Andrés Díaz

Personal information
- Full name: Andrés Alejandro Díaz
- Date of birth: March 21, 1983 (age 42)
- Place of birth: Rosario, Argentina
- Height: 1.72 m (5 ft 8 in)
- Position(s): Midfielder

Youth career
- Rosario Central

Senior career*
- Years: Team / Apps / (Gls)
- 2003–2007: Rosario Central / 74 / (3)
- 2007–2009: Benfica / 1 / (0)
- 2008: → Banfield (loan) / 7 / (0)
- 2009–2010: → Barcelona SC (loan) / 2 / (0)
- 2011: Deportes Concepción / 13 / (0)
- Total:  / 97 / (3)

= Andrés Díaz (Argentine footballer) =

Argentine footballer

Andrés Alejandro Díaz (born March 21, 1983) is a former Argentine footballer who played as a midfielder.

== Career ==
Díaz made his debut for Rosario Central in 2003. In July 2007 he signed with Benfica in a 6 million euro transfer that also involved his teammate Ángel Di María. Benfica would receive 50% future transfer fees of the player and other parties receive another 50%.

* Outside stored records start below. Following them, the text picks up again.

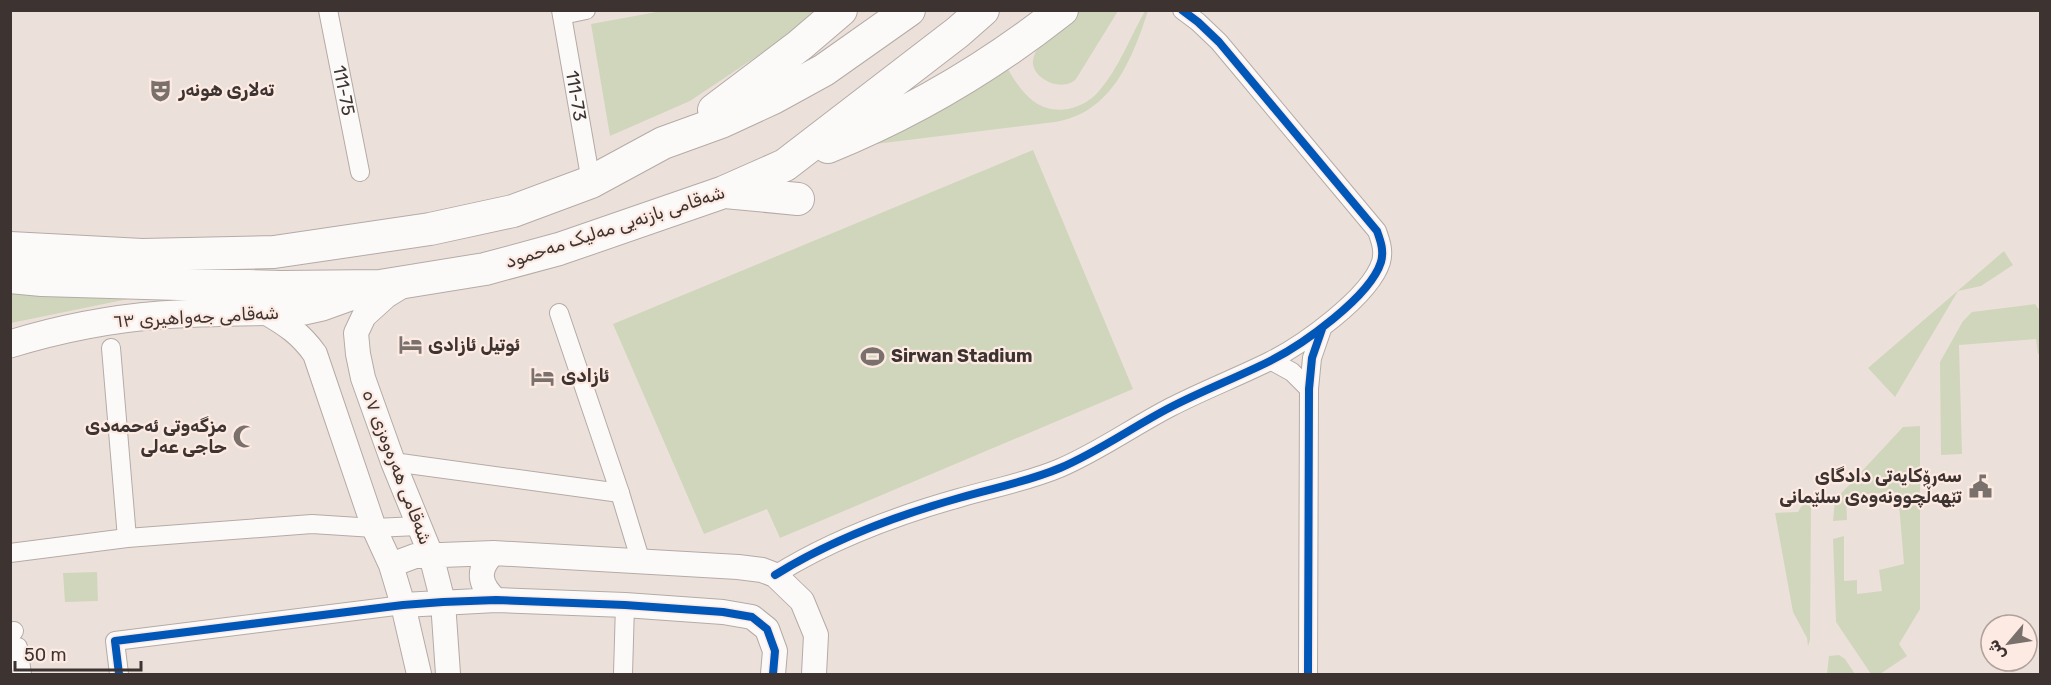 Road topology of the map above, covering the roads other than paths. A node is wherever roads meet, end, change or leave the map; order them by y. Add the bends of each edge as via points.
1 (328, 10) edge
2 (586, 10) edge
3 (841, 10) edge
4 (909, 10) edge
5 (983, 10) edge
6 (1062, 10) edge
7 (1182, 10) edge
8 (562, 13) edge
9 (663, 143) junction
10 (785, 165) junction
11 (360, 172) dead end
12 (591, 182) junction
13 (724, 192) junction
14 (798, 199) dead end
15 (10, 248) edge
16 (10, 277) edge
17 (394, 284) junction
18 (264, 312) junction
19 (559, 313) dead end
20 (1322, 329) junction
21 (10, 344) edge
22 (111, 348) dead end
23 (1272, 361) junction
24 (1309, 389) junction
25 (393, 462) junction
26 (620, 493) junction
27 (418, 526) junction
28 (374, 528) junction
29 (127, 538) junction
30 (10, 553) edge
31 (494, 553) junction
32 (431, 555) junction
33 (641, 562) junction
34 (391, 565) junction
35 (775, 575) junction
36 (496, 600) junction
37 (443, 602) junction
38 (625, 604) junction
39 (403, 605) junction
40 (12, 638) edge
41 (412, 651) junction
42 (22, 675) edge
43 (119, 675) edge
44 (401, 675) edge
45 (419, 675) edge
46 (448, 675) edge
47 (622, 675) edge
48 (773, 675) edge
49 (814, 675) edge
50 (1308, 675) edge

1 - 11 street, 111-75
2 - 8 street
3 - 9 highway via 748,85
4 - 9 highway via 824,70 773,98
5 - 10 highway, شەقامی بازنەیی مەلیک مەحمود
6 - 10 highway via 963,80 848,139
7 - 20 street via 1219,42 1377,231 1382,250 1378,270
8 - 12 street, 111-73
9 - 12 highway
10 - 13 highway, شەقامی بازنەیی مەلیک مەحمود
12 - 15 highway via 513,211 473,221 274,252 142,255
13 - 14 highway
13 - 17 highway, شەقامی بازنەیی مەلیک مەحمود via 559,249 485,269
16 - 17 highway, شەقامی بازنەیی مەلیک مەحمود via 281,287
17 - 18 main road, شەقامی جەواهیری ٦٣ via 322,308
17 - 25 street, شەقامی هەرەوەزی ٥٧ via 364,316 356,333 363,378
18 - 21 main road, شەقامی جەواهیری ٦٣ via 129,319 42,334
18 - 28 street via 296,331 315,354
19 - 26 street
20 - 23 street
20 - 24 street via 1312,358
22 - 29 street
23 - 24 street via 1292,372
23 - 35 street via 1171,407 1063,467 888,522 809,555
24 - 50 street
25 - 26 street
25 - 27 street, شەقامی هەرەوەزی ٥٧
26 - 33 street
27 - 28 street
27 - 32 street, شەقامی هەرەوەزی ٥٧
28 - 29 street via 312,524
28 - 34 street
29 - 30 street
31 - 32 street
31 - 33 street
31 - 36 street via 485,560 482,582
32 - 34 street
32 - 37 street, شەقامی هەرەوەزی ٥٧
33 - 35 street via 738,567
34 - 39 street
35 - 49 street via 801,601 816,635
36 - 37 street
36 - 38 street
37 - 39 street
37 - 46 street, شەقامی هەرەوەزی ٥٧
38 - 47 street
38 - 48 street via 752,617 767,629 775,651
39 - 41 street
39 - 43 street via 115,641
40 - 42 street via 18,647
41 - 44 street
41 - 45 street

In 2008, he returned to Argentina, joining Banfield on an 18 months loan deal for the Clausura 2008 tournament On February 20, 2009 Barcelona Guayaquil have signed the Argentine midfielder on loan from Portuguese club S.L. Benfica. Diaz was previously on loan at Argentine club Banfield.

In 2010, he had a trial with Tigre.

In February 2011 he moved to Deportes Concepción of Chile.